Aiden went out of his way to never appear serious about anything. His nickname in the society pages was Prince Charming. He was known for being fun, a little bit of a dumb blond, and always up for a party. Never mind that his partying had drifted to a stop the year after Jackson had arrived. Or that he had been on the dean’s list in college and currently worked for one of the top law firms in the city. Some reputations were harder to shake than others. Not that Aiden tried very hard to shake it. If anything, Aiden played into the reputation. But if Aiden was being serious, then whatever troubled his cousins was probably something that Jackson ought to know about.
Dominique removed a rubber band out of her pocket and pushed and pulled her long blonde hair into a pony tail, watching her brother and cousin with a frown. Odds were that she was thinking along the same lines as Jackson.
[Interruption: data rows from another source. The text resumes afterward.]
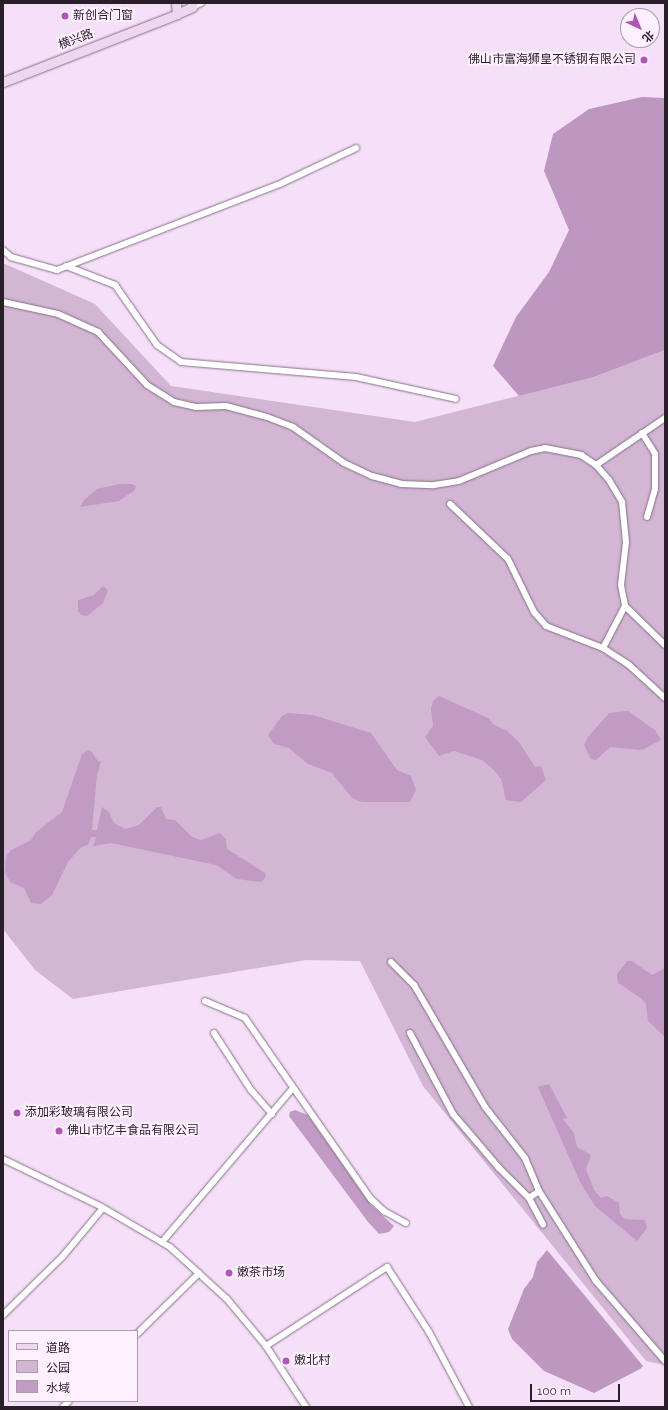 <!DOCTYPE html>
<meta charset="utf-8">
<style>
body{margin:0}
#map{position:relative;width:668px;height:1410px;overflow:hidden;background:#f6dff8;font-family:Raleway,"Noto Sans SC",sans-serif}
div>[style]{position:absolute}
.green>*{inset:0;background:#d2b6d4}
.forest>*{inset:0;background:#bd97c0}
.water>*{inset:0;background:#c19bc4}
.roads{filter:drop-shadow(0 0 1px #857187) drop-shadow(0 0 1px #857187)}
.street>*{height:6px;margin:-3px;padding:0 3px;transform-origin:3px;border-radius:3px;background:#fff}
.secondary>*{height:9px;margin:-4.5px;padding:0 4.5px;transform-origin:4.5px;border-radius:4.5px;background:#eed6f1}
.dots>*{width:11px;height:11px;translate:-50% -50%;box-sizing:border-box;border:2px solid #fef0ff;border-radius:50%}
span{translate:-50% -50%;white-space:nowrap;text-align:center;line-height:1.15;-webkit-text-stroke:4px #fef0ff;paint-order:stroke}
.poi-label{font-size:12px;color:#281f28}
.left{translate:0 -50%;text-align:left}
.right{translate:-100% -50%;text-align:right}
.street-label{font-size:12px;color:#281f28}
.frame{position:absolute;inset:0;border:4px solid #281f28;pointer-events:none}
.legend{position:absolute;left:8px;top:1330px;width:130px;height:72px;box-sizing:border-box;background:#fef0ff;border:1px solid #a89ca9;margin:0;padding:5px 7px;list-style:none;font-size:12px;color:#281f28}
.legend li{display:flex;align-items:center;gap:8px;height:20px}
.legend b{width:20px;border:1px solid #a89ca9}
.north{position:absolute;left:620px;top:8px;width:40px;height:40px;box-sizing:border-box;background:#fef0ff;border:1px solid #a89ca9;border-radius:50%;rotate:136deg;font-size:11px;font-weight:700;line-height:16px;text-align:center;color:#281f28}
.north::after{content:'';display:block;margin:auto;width:14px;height:18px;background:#b252bb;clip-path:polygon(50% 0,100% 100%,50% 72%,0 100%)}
.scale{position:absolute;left:530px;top:1384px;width:90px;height:18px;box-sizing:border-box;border:2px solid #281f28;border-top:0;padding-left:5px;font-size:12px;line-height:14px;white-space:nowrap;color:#281f28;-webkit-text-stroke:3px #fef0ff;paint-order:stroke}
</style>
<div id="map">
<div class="green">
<div style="clip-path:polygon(3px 263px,95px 304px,171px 386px,415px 422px,594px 377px,665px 350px,665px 1365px,646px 1361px,423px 1086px,360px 961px,306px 960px,73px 999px,35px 970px,3px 929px)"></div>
</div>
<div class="forest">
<div style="clip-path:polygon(642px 97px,665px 98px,665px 350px,594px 377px,519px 396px,493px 366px,516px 317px,549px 272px,569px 230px,544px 171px,553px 134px,589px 109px)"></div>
<div style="clip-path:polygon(547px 1250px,643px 1366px,640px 1369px,594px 1393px,544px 1371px,512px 1339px,508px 1329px,524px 1289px,533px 1277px,537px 1262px)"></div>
</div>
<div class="water">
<div style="clip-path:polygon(119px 484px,132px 484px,136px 486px,135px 490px,119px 501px,80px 507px,84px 500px,97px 489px)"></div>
<div style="clip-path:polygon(103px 586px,108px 590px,103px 603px,87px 616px,81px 615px,78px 611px,78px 600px,94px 595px)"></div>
<div style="clip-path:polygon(439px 696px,488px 718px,494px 725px,506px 730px,519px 742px,535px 767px,541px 766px,546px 780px,521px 802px,506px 800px,501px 779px,494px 770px,482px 760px,454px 751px,439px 756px,425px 737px,433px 726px,431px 709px,433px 701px)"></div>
<div style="clip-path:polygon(628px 711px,655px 730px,661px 740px,642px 750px,610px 747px,596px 760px,591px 759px,584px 745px,588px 737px,609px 713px)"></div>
<div style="clip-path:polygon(288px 713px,313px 715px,371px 733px,397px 770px,411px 776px,416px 790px,410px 802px,362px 802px,352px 798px,332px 773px,308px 764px,289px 748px,274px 744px,268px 735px,282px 716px)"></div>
<div style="clip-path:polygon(88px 750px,92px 752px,97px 760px,101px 762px,97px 775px,92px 830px,97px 830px,102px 807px,109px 812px,114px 823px,125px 829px,139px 825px,157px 807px,161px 807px,166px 819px,175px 820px,192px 837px,201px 840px,220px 833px,226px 839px,227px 849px,265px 873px,266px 877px,261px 882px,237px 879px,216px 865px,111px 843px,93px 846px,96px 837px,91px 837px,88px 845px,81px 847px,68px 862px,52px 895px,41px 904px,31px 903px,24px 888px,10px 882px,5px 872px,6px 857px,11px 850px,31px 840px,36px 832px,62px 812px,82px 754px)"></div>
<div style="clip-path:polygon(627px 961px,632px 961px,652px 975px,665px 968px,665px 1037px,648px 1021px,646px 1004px,642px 999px,618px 983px,617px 974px)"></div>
<div style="clip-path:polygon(549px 1084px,567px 1118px,563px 1119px,574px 1133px,577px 1147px,591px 1155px,586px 1169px,594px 1190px,601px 1198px,607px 1196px,619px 1203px,620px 1214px,625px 1219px,645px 1220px,647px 1228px,637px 1241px,595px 1206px,581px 1184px,538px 1087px)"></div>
<div style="clip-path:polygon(295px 1110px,308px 1115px,371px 1205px,394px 1226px,389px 1232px,379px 1234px,368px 1222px,289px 1116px,290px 1112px)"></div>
</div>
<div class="roads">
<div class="street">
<div style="left:192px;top:7px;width:10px;rotate:-24deg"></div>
<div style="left:3px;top:250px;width:11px;rotate:41deg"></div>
<div style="left:11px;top:257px;width:48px;rotate:15.8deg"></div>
<div style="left:57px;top:270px;width:241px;rotate:-21.1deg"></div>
<div style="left:282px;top:183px;width:82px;rotate:-25.3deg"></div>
<div style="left:66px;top:266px;width:53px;rotate:21.2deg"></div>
<div style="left:115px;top:285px;width:73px;rotate:55deg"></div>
<div style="left:157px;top:345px;width:29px;rotate:35deg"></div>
<div style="left:181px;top:362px;width:176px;rotate:4.9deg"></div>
<div style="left:356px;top:377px;width:102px;rotate:12.4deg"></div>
<div style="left:3px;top:302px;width:56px;rotate:12.3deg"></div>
<div style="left:58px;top:314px;width:44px;rotate:24.2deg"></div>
<div style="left:98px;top:332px;width:72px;rotate:47.2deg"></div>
<div style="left:147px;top:385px;width:32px;rotate:32deg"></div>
<div style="left:174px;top:402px;width:23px;rotate:13deg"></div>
<div style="left:196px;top:407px;width:30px;rotate:-2deg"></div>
<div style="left:226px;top:406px;width:42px;rotate:15deg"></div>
<div style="left:267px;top:417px;width:28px;rotate:21deg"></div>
<div style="left:293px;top:427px;width:62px;rotate:35.2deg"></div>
<div style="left:344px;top:463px;width:31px;rotate:25deg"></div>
<div style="left:372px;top:476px;width:30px;rotate:15deg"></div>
<div style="left:401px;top:484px;width:33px;rotate:2deg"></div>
<div style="left:434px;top:485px;width:25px;rotate:-9deg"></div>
<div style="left:459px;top:481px;width:78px;rotate:-22.6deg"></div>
<div style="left:531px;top:451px;width:14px;rotate:-12deg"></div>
<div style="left:545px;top:448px;width:37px;rotate:11deg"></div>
<div style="left:581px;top:455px;width:18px;rotate:34deg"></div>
<div style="left:596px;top:465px;width:20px;rotate:49deg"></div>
<div style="left:609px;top:480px;width:26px;rotate:59deg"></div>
<div style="left:622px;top:502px;width:40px;rotate:84.3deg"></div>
<div style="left:626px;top:542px;width:43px;rotate:96.6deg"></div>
<div style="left:621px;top:585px;width:21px;rotate:79deg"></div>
<div style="left:625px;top:606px;width:56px;rotate:44.3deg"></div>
<div style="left:642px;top:433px;width:25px;rotate:58deg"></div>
<div style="left:655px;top:454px;width:35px;rotate:90deg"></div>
<div style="left:655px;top:489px;width:29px;rotate:106deg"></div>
<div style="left:596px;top:465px;width:83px;rotate:-34.3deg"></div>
<div style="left:450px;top:504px;width:80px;rotate:43.5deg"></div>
<div style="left:508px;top:559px;width:59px;rotate:63.9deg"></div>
<div style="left:534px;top:612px;width:18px;rotate:49deg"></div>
<div style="left:546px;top:626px;width:61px;rotate:21.1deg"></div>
<div style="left:603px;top:648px;width:31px;rotate:33deg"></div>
<div style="left:629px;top:665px;width:49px;rotate:42.5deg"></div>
<div style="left:603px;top:648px;width:47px;rotate:-62.4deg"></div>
<div style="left:391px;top:962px;width:33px;rotate:45deg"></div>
<div style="left:414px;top:985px;width:141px;rotate:59.8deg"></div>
<div style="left:485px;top:1107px;width:65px;rotate:51.9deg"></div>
<div style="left:525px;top:1158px;width:36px;rotate:67deg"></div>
<div style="left:539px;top:1191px;width:107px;rotate:57.7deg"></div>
<div style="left:596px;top:1281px;width:106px;rotate:49.2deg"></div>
<div style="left:205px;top:1001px;width:43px;rotate:23deg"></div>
<div style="left:245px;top:1018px;width:221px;rotate:55.2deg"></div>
<div style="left:371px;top:1199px;width:18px;rotate:43deg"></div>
<div style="left:384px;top:1211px;width:25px;rotate:29deg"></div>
<div style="left:214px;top:1033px;width:68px;rotate:57deg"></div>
<div style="left:251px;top:1090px;width:32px;rotate:49deg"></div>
<div style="left:410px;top:1033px;width:92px;rotate:62deg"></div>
<div style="left:453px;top:1114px;width:71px;rotate:49.6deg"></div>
<div style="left:499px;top:1168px;width:42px;rotate:45deg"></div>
<div style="left:529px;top:1198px;width:12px;rotate:-35deg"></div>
<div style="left:3px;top:1159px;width:108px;rotate:25.9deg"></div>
<div style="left:100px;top:1206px;width:81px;rotate:30.4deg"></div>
<div style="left:170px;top:1247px;width:77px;rotate:42.4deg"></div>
<div style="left:227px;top:1299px;width:61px;rotate:50.3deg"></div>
<div style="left:266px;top:1346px;width:73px;rotate:56.7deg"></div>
<div style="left:529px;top:1198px;width:30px;rotate:62deg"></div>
<div style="left:162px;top:1242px;width:202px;rotate:-49.6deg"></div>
<div style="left:3px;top:1315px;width:84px;rotate:-44.5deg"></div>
<div style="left:63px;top:1256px;width:62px;rotate:-50.2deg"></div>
<div style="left:137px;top:1334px;width:87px;rotate:-44.5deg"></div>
<div style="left:266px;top:1346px;width:145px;rotate:-33.1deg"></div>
<div style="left:387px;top:1267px;width:77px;rotate:57.1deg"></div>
<div style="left:429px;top:1332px;width:85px;rotate:61.9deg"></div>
<div style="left:63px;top:1407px;width:8px;rotate:-45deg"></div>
</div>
<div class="secondary">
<div style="left:176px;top:3px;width:11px;rotate:85deg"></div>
<div style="left:3px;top:82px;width:187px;rotate:-21.3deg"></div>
<div style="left:177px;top:14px;width:17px;rotate:-25deg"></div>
<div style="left:192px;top:7px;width:4px;rotate:-90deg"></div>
</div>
</div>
<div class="dots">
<div style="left:65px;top:16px;background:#b252bb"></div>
<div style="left:644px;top:60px;background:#b252bb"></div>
<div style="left:17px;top:1113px;background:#b252bb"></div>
<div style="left:59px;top:1131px;background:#b252bb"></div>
<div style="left:229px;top:1273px;background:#b252bb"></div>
<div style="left:286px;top:1361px;background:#b252bb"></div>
</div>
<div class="poi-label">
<span class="left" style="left:73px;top:16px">新创合门窗</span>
<span class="right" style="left:636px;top:60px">佛山市富海狮皇不锈钢有限公司</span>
<span class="left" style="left:25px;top:1113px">添加彩玻璃有限公司</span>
<span class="left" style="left:67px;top:1131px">佛山市忆丰食品有限公司</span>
<span class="left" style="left:237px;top:1273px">嫩茶市场</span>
<span class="left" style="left:294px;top:1361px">嫩北村</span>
</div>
<div class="street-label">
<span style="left:76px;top:40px;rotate:-21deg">横兴路</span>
</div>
<div class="frame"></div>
<ul class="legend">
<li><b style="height:5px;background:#eed6f1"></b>道路</li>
<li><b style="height:11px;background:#d2b6d4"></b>公园</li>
<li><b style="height:11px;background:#c19bc4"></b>水域</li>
</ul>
<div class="north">北</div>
<div class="scale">100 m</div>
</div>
Of all of his cousins, he and Dominique were the most on the same wavelength. He suspected that wavelength bothered her US Marshal boyfriend, Maxwell Ames. Society girls probably weren’t supposed to get along so well with their convicted felon cousins.
“Where’s Max today?” Jackson asked.
“Dinner with Grant. He’s decided to copy our family dinners and try to bully his dad into behaving like a parent.”
Jackson chuckled. Dominique’s boyfriend had a textbook passive-aggressive relationship with his father. “Well, good luck to him.”
“It’s been working for Grandma,” said Dominique. “We’re almost like actual grandchildren at this point. I mean…” She gestured to Evan and Aiden.